SUPPLIED DATA:
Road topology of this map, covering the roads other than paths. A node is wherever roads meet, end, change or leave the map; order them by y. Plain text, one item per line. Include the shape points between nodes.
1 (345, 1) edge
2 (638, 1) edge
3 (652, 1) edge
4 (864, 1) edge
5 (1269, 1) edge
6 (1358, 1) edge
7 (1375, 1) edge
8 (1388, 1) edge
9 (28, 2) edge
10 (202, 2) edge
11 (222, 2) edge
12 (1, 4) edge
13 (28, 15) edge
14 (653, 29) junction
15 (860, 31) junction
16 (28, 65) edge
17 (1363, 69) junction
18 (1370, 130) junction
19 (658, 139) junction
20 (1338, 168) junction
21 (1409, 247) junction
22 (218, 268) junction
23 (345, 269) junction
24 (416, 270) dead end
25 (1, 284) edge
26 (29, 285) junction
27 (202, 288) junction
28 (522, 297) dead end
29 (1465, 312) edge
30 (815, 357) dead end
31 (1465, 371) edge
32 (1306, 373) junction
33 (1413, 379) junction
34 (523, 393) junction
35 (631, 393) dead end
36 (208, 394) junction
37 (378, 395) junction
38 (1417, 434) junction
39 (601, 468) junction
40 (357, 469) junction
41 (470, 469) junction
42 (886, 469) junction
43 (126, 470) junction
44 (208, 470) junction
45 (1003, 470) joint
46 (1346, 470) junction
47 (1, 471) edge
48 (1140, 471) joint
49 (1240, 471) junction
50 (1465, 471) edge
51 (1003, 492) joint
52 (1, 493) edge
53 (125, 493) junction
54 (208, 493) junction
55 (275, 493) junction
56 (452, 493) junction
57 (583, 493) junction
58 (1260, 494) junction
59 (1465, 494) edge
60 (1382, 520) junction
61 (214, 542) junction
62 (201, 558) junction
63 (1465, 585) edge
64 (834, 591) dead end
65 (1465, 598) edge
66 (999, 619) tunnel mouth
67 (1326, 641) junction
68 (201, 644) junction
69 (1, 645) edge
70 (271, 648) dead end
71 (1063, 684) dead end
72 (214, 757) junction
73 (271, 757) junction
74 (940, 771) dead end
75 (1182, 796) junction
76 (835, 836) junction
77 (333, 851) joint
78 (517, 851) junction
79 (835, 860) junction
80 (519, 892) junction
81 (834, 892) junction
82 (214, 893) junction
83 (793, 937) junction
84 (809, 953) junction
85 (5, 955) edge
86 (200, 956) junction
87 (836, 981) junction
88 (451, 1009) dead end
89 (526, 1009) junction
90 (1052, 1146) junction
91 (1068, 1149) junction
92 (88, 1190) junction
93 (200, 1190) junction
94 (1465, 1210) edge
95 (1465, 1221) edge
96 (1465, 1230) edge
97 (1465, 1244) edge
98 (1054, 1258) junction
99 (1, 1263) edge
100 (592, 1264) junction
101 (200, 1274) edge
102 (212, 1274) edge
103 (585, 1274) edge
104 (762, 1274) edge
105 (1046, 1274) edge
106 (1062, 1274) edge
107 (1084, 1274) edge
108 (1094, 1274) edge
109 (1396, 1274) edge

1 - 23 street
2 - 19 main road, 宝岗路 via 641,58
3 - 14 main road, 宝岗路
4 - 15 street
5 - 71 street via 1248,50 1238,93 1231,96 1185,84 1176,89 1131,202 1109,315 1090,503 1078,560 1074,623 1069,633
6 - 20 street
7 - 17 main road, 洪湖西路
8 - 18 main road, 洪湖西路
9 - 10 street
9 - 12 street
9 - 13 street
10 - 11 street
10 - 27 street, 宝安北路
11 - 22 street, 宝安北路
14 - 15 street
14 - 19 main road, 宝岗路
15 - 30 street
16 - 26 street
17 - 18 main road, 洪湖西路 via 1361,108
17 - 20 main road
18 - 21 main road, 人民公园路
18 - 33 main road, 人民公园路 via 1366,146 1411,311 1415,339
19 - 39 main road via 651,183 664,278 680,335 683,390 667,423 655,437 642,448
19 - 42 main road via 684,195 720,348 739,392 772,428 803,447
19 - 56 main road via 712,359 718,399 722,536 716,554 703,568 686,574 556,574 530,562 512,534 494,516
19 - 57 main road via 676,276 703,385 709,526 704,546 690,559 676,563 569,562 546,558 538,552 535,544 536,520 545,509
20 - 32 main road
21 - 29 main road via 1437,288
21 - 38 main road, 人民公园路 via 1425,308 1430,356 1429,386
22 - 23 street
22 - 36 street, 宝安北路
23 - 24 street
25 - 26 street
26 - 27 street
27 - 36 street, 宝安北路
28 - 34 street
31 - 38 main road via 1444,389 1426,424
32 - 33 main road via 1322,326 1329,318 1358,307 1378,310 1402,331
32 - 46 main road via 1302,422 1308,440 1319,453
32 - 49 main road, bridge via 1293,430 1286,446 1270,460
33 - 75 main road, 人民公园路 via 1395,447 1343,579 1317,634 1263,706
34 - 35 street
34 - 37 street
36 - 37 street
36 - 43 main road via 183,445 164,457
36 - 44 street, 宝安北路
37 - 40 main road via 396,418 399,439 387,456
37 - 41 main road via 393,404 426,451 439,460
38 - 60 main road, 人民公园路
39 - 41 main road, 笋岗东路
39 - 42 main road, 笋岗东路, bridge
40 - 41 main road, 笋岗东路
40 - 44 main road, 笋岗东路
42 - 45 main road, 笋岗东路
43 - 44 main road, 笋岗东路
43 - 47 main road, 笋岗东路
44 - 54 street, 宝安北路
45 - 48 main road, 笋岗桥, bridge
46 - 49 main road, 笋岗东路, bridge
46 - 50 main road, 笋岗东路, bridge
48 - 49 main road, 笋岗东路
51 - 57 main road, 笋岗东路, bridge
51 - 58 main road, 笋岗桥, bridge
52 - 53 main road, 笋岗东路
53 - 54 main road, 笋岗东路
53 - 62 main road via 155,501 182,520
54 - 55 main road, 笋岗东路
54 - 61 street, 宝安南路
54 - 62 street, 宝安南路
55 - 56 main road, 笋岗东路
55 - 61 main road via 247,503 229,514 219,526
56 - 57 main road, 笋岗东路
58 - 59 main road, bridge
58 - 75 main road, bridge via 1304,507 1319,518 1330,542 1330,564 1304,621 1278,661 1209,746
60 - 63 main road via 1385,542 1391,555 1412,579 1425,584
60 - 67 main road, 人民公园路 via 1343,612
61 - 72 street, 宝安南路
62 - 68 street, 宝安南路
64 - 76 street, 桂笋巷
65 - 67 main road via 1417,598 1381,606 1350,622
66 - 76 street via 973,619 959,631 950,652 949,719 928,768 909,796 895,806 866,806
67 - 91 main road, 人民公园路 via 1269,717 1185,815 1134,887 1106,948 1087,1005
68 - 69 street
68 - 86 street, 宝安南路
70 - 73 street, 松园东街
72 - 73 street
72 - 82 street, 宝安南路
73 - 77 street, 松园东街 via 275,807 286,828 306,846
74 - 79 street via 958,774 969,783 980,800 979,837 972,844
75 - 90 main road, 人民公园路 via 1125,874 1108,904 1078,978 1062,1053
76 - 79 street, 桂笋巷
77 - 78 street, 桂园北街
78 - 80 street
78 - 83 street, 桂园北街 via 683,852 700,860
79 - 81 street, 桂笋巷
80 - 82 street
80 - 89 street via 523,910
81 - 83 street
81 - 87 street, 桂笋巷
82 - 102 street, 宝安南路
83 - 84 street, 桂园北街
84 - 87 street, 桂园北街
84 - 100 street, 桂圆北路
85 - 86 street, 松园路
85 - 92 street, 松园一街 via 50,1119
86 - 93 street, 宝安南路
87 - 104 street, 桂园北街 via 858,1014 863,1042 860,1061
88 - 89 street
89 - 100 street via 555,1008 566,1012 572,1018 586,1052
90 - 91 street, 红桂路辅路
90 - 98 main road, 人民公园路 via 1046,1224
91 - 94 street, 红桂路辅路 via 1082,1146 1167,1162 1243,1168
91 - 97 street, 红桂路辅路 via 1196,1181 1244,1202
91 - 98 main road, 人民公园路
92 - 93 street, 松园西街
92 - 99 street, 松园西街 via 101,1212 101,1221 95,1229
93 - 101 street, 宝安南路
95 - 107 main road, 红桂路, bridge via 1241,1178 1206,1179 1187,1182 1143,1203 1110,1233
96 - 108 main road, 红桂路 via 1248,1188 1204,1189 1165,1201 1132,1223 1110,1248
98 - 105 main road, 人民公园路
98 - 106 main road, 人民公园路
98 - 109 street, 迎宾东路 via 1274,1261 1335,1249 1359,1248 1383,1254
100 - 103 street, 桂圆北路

THE TASK:
Read through the entries above, and wherever a line holds the string "桂园北街", copy it.

RESULT FOR THIS TASK:
77 - 78 street, 桂园北街
78 - 83 street, 桂园北街 via 683,852 700,860
83 - 84 street, 桂园北街
84 - 87 street, 桂园北街
87 - 104 street, 桂园北街 via 858,1014 863,1042 860,1061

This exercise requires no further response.